------ INFORMATION SHOWN ------

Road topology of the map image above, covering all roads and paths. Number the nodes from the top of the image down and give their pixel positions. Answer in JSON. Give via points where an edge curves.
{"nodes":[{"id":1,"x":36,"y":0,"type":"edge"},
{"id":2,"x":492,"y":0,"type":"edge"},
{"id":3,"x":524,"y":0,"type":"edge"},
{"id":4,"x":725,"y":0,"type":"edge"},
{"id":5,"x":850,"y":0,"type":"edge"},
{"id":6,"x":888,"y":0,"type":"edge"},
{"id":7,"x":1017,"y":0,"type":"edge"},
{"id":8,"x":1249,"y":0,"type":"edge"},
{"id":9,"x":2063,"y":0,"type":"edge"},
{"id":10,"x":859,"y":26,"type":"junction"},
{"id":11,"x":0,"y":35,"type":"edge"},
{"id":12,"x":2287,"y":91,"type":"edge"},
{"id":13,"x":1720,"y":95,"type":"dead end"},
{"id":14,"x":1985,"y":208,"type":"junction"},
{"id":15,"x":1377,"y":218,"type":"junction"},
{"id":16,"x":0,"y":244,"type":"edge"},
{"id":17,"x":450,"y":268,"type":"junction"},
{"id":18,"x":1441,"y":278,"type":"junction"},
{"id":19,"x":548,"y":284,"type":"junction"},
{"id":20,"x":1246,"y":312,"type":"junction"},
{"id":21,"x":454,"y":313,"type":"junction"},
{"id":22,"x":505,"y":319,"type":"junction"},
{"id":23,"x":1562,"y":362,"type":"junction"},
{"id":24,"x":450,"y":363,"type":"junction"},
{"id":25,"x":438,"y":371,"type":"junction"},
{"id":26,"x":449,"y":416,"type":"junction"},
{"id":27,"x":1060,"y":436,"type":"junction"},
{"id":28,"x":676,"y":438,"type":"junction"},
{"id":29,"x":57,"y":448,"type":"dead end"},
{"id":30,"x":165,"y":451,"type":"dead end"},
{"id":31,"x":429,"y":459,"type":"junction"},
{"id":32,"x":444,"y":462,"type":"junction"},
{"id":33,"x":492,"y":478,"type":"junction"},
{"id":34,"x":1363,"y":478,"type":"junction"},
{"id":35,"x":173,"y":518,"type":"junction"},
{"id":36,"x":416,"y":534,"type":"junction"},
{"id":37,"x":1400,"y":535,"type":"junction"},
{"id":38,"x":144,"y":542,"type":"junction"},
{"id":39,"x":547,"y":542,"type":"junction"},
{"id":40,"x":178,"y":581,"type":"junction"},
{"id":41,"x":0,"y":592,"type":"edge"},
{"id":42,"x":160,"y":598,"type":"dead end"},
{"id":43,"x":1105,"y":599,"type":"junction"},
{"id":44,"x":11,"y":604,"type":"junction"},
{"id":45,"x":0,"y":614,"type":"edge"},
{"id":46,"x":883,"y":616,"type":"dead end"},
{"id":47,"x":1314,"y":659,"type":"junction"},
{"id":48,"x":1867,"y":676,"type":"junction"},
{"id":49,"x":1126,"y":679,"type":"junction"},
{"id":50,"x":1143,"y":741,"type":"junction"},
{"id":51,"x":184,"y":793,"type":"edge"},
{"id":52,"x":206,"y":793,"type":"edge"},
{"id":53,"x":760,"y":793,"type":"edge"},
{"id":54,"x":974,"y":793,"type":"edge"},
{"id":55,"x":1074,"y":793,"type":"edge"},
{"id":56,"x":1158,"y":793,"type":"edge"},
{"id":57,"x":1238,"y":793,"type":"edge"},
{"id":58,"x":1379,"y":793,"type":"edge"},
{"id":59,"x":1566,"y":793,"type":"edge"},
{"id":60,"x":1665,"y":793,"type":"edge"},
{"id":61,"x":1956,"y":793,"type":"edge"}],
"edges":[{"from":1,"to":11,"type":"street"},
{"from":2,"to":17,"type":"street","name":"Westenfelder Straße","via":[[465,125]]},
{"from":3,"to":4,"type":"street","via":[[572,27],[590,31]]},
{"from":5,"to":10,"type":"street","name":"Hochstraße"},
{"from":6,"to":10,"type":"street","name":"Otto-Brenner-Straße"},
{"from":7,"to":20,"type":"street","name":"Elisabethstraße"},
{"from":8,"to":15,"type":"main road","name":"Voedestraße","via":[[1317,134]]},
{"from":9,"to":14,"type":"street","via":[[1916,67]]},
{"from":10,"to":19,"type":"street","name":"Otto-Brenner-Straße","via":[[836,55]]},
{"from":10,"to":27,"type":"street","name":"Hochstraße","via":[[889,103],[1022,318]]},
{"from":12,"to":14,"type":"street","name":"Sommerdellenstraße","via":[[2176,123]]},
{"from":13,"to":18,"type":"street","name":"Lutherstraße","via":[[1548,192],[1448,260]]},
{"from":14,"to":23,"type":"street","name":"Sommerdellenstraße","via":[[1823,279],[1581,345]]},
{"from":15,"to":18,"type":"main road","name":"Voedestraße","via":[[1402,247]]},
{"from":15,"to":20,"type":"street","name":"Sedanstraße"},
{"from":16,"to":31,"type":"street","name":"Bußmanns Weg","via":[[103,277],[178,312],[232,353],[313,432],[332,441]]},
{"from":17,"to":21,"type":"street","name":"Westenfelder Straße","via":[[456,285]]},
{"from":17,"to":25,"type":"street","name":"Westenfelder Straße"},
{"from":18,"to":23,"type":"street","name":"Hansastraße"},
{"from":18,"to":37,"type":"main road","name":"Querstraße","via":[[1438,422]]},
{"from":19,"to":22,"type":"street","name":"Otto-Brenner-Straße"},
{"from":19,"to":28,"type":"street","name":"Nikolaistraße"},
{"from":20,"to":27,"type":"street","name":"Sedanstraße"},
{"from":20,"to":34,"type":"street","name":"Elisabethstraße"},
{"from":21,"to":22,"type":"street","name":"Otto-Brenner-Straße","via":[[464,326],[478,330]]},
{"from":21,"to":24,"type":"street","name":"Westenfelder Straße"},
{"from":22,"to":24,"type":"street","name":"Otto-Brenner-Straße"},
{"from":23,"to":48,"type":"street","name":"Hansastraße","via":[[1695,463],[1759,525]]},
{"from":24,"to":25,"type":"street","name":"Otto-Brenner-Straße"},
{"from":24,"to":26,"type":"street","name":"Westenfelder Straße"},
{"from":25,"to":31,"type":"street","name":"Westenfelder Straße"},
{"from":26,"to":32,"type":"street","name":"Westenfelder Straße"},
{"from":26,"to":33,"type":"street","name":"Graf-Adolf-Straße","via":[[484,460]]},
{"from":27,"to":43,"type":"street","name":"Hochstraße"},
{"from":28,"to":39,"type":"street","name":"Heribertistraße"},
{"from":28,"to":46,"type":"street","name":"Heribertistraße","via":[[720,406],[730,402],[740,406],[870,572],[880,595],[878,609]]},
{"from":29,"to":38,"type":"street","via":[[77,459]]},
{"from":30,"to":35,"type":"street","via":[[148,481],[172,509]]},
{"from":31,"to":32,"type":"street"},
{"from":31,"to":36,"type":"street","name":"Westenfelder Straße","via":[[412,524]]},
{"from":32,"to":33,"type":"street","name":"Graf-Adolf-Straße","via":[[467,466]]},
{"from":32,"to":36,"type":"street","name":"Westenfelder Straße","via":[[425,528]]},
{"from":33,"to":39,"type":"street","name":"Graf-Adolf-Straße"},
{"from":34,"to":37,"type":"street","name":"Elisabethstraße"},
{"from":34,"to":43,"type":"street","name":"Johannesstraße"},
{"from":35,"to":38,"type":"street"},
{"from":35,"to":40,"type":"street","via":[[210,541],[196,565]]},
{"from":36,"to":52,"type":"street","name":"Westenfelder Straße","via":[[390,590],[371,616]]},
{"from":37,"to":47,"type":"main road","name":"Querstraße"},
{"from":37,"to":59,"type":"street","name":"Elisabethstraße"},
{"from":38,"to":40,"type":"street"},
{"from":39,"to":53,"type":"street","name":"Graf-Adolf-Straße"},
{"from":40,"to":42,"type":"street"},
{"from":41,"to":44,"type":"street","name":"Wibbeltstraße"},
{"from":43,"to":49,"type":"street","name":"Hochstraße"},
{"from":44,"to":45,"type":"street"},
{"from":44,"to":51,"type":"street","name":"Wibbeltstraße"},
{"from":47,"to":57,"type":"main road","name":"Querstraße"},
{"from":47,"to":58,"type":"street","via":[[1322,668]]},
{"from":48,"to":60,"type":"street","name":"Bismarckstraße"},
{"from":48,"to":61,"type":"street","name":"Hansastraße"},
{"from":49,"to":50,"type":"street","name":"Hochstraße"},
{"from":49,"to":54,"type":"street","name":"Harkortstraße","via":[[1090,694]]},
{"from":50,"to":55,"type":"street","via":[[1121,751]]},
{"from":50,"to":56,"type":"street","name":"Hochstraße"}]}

------
------ INFORMATION SHOWN ------

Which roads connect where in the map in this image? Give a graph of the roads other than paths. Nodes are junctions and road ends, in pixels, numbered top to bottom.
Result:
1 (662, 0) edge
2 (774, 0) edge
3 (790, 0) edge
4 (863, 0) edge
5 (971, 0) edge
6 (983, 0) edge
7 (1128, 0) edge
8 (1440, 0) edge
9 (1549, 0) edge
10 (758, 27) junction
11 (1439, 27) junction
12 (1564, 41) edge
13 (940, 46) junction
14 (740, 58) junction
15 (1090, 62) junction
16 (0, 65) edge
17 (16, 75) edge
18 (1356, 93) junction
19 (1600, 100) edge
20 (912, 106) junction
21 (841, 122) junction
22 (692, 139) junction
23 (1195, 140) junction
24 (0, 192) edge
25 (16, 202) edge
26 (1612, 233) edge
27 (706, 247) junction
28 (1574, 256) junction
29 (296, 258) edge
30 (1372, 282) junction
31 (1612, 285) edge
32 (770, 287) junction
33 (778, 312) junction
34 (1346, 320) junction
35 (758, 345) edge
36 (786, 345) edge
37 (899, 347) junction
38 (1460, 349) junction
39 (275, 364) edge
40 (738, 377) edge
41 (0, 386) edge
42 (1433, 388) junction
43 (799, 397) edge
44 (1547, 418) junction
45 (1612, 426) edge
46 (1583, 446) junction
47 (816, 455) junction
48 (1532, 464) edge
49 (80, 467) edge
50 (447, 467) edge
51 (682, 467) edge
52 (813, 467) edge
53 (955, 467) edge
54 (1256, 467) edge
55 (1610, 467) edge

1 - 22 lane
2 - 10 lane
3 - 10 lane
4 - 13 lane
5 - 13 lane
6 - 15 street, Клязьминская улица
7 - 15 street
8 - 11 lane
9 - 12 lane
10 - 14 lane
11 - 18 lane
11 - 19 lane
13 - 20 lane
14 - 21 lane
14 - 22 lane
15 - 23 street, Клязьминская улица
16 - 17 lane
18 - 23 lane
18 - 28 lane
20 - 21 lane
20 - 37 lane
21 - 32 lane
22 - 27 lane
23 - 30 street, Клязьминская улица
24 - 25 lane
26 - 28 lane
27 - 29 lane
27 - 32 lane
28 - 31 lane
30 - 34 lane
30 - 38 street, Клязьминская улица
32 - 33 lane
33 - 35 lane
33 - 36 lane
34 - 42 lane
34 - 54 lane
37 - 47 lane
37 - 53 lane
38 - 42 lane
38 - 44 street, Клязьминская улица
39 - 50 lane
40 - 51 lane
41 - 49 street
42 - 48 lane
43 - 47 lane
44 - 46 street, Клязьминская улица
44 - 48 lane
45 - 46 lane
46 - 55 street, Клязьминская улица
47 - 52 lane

------
------ INFORMATION SHOWN ------

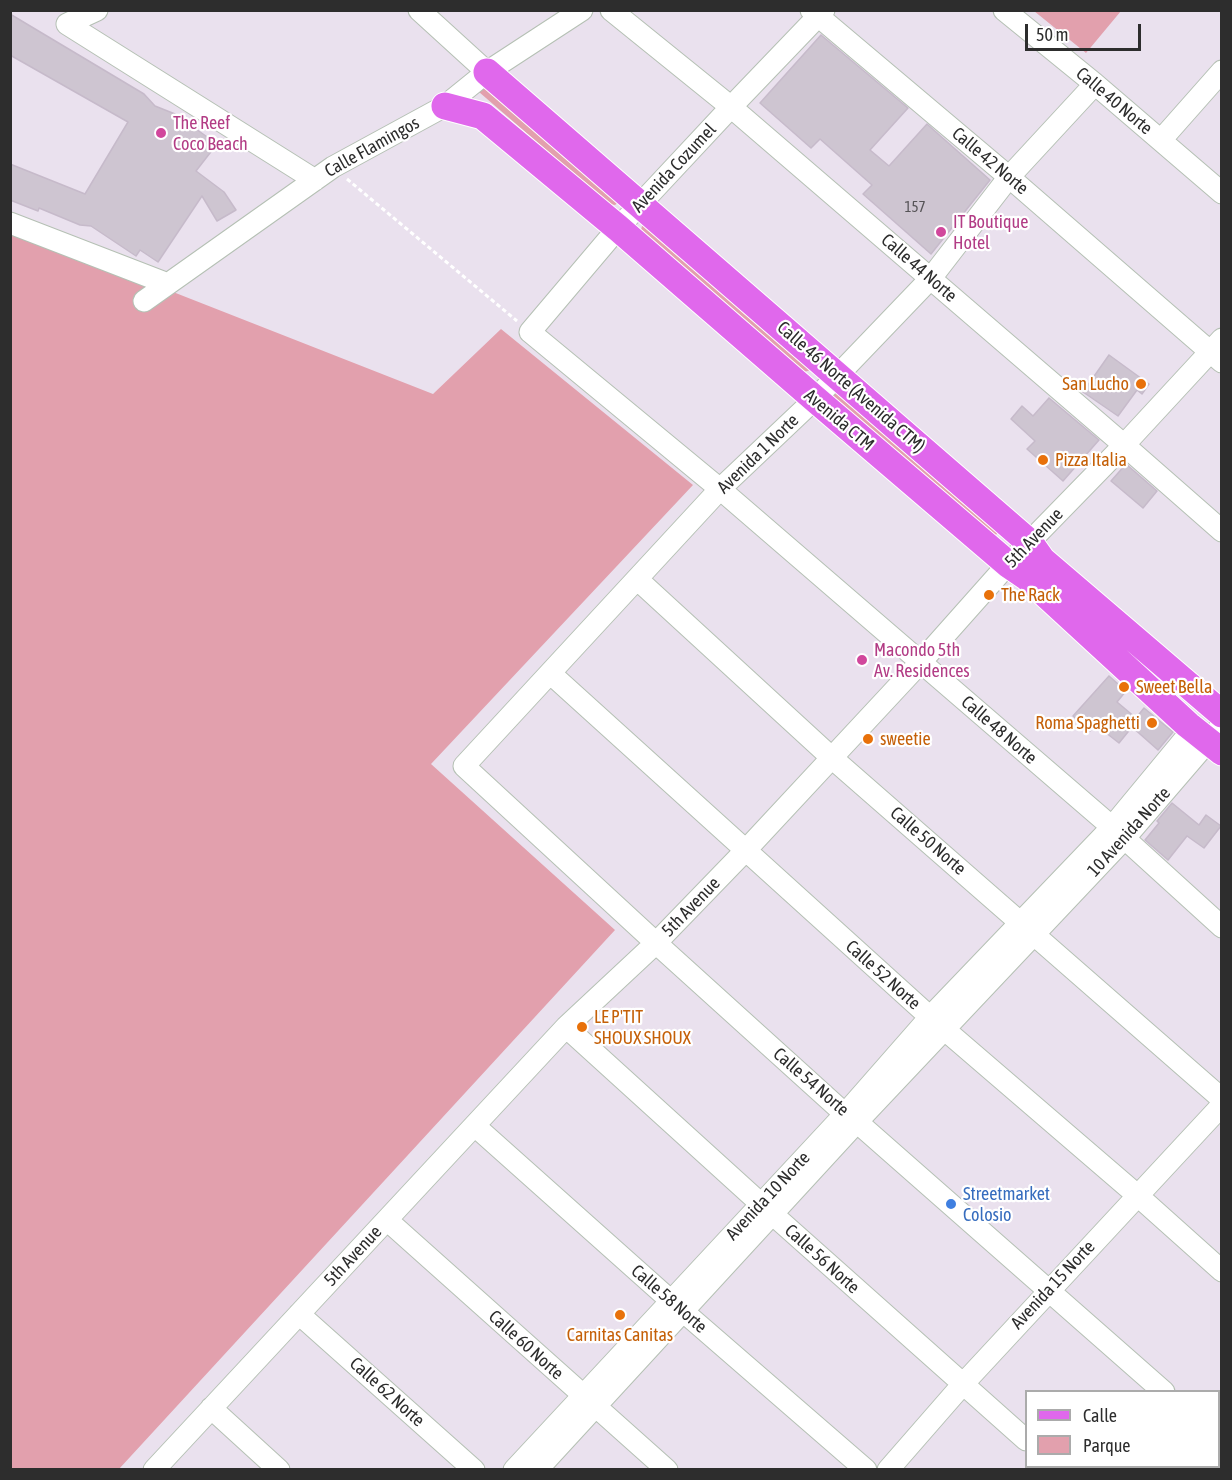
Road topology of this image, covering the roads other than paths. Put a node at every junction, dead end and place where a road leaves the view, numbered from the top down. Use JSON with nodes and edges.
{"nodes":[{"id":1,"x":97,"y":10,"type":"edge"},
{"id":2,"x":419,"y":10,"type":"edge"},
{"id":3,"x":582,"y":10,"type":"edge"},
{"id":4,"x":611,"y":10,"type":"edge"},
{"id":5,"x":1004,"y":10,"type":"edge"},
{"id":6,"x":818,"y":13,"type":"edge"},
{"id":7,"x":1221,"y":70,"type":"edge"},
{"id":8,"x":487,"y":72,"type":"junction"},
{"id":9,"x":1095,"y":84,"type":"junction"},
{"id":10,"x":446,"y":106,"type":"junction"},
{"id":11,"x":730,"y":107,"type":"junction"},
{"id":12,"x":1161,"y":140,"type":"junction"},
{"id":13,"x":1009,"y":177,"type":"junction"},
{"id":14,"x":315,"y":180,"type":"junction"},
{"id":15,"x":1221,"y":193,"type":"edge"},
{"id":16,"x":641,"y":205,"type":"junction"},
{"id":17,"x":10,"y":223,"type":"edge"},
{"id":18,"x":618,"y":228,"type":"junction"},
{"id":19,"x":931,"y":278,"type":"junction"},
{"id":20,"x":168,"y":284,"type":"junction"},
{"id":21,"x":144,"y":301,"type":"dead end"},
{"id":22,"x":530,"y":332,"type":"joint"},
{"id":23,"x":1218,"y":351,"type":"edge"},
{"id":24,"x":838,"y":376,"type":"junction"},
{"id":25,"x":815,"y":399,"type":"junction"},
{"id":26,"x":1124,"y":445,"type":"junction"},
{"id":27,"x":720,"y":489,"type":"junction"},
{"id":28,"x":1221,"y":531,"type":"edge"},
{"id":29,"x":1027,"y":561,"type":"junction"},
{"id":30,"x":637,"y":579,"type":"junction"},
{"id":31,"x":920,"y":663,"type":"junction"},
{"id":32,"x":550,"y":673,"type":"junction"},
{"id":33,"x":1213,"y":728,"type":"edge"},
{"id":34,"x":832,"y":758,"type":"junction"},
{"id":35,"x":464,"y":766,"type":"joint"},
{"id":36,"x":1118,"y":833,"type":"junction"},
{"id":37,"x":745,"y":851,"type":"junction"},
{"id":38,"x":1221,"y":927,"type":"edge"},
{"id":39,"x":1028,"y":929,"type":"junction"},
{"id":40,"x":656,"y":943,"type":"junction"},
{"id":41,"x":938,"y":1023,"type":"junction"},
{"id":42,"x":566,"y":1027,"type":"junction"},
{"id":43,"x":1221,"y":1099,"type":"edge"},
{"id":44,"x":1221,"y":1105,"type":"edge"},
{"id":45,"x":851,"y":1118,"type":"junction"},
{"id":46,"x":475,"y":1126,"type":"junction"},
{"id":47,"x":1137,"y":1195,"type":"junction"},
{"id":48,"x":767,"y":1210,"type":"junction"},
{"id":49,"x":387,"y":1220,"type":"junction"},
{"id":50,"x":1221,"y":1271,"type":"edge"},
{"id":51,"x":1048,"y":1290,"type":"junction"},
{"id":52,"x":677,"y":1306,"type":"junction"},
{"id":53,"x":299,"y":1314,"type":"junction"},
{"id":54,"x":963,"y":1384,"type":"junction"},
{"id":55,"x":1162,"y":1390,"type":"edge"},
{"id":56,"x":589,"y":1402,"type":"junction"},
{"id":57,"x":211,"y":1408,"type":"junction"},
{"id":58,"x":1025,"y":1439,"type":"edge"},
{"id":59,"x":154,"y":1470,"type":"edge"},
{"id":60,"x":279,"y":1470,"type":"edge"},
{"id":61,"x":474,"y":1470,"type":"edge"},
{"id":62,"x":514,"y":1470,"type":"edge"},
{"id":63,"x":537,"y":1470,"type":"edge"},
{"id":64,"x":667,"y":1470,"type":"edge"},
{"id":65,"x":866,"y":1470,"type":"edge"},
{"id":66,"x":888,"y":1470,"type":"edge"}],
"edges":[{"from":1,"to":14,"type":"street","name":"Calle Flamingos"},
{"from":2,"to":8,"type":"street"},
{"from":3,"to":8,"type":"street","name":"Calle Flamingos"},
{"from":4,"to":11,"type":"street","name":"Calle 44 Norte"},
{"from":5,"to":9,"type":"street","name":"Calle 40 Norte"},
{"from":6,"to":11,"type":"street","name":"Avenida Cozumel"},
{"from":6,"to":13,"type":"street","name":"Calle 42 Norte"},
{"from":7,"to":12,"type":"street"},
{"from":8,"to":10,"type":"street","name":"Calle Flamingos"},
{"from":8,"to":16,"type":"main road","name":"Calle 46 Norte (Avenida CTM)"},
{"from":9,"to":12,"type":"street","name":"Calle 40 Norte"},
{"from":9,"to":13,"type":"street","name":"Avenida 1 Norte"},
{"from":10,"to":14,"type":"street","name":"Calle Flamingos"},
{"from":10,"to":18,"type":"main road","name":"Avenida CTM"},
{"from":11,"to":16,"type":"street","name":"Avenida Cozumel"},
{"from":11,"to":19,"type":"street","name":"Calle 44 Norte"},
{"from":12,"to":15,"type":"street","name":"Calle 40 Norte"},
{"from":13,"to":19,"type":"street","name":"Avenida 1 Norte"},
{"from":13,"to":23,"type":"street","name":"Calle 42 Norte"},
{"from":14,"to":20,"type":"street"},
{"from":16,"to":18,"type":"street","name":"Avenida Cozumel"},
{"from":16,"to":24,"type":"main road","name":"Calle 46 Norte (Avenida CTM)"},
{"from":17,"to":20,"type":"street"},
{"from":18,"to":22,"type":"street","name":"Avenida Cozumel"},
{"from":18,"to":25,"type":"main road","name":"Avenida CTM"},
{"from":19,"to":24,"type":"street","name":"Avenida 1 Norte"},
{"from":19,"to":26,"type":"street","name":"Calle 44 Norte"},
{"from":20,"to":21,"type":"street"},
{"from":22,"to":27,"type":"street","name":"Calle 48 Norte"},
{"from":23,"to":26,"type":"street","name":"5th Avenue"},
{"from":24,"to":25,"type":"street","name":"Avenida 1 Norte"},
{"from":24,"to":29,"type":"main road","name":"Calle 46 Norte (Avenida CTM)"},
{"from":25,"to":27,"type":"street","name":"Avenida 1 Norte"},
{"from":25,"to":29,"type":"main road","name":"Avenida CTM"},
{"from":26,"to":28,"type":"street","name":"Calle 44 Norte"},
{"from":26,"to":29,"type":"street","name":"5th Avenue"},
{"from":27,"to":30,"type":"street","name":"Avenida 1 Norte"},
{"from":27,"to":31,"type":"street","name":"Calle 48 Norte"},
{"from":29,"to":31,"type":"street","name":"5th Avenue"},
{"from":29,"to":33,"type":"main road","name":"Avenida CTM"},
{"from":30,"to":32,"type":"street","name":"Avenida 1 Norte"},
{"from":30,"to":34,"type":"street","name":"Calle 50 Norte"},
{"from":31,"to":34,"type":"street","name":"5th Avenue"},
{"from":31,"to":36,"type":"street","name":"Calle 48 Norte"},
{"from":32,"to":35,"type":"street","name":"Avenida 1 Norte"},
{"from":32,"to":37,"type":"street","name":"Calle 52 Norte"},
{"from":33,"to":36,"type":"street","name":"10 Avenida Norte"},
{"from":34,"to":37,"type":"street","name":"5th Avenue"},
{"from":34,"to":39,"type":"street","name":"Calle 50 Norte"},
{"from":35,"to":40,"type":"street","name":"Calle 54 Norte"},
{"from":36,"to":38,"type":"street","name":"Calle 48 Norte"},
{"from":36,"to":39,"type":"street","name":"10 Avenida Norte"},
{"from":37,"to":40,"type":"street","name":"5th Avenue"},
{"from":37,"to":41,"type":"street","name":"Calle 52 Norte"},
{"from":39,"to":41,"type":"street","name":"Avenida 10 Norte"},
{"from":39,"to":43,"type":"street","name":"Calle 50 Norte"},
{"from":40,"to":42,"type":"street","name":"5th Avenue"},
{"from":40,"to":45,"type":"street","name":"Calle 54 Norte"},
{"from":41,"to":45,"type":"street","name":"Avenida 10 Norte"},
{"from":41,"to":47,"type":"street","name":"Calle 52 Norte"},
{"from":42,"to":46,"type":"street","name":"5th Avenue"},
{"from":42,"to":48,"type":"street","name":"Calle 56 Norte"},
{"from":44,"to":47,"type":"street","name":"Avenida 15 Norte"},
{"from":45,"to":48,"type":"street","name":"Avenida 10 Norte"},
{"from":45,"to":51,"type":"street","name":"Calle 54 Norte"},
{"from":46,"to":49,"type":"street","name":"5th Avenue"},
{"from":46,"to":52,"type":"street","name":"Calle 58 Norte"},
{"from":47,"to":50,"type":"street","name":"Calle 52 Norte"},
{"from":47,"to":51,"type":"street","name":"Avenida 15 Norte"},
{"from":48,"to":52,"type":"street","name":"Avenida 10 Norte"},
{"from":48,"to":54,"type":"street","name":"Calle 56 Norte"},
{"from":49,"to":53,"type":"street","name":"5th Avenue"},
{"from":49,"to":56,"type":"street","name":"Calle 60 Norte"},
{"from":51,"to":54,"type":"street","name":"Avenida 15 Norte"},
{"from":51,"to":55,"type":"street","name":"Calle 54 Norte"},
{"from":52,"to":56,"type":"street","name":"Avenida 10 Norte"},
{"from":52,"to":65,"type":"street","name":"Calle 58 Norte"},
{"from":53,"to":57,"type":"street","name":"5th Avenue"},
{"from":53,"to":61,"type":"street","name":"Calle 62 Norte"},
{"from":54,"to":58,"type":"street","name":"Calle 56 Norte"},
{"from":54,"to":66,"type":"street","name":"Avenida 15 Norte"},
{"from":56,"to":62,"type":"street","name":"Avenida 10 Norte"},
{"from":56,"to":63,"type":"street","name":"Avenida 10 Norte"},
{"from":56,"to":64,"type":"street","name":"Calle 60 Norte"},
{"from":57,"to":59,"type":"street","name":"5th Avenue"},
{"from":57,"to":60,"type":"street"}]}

------

WHAT IS NEEDED:
Check the entries above for the word "topology" and copy every line where it turns up.

FINISHED EXERCISE:
Road topology of the map image above, covering all roads and paths. Number the nodes from the top of the image down and give their pixel positions. Answer in JSON. Give via points where an edge curves.
Road topology of this image, covering the roads other than paths. Put a node at every junction, dead end and place where a road leaves the view, numbered from the top down. Use JSON with nodes and edges.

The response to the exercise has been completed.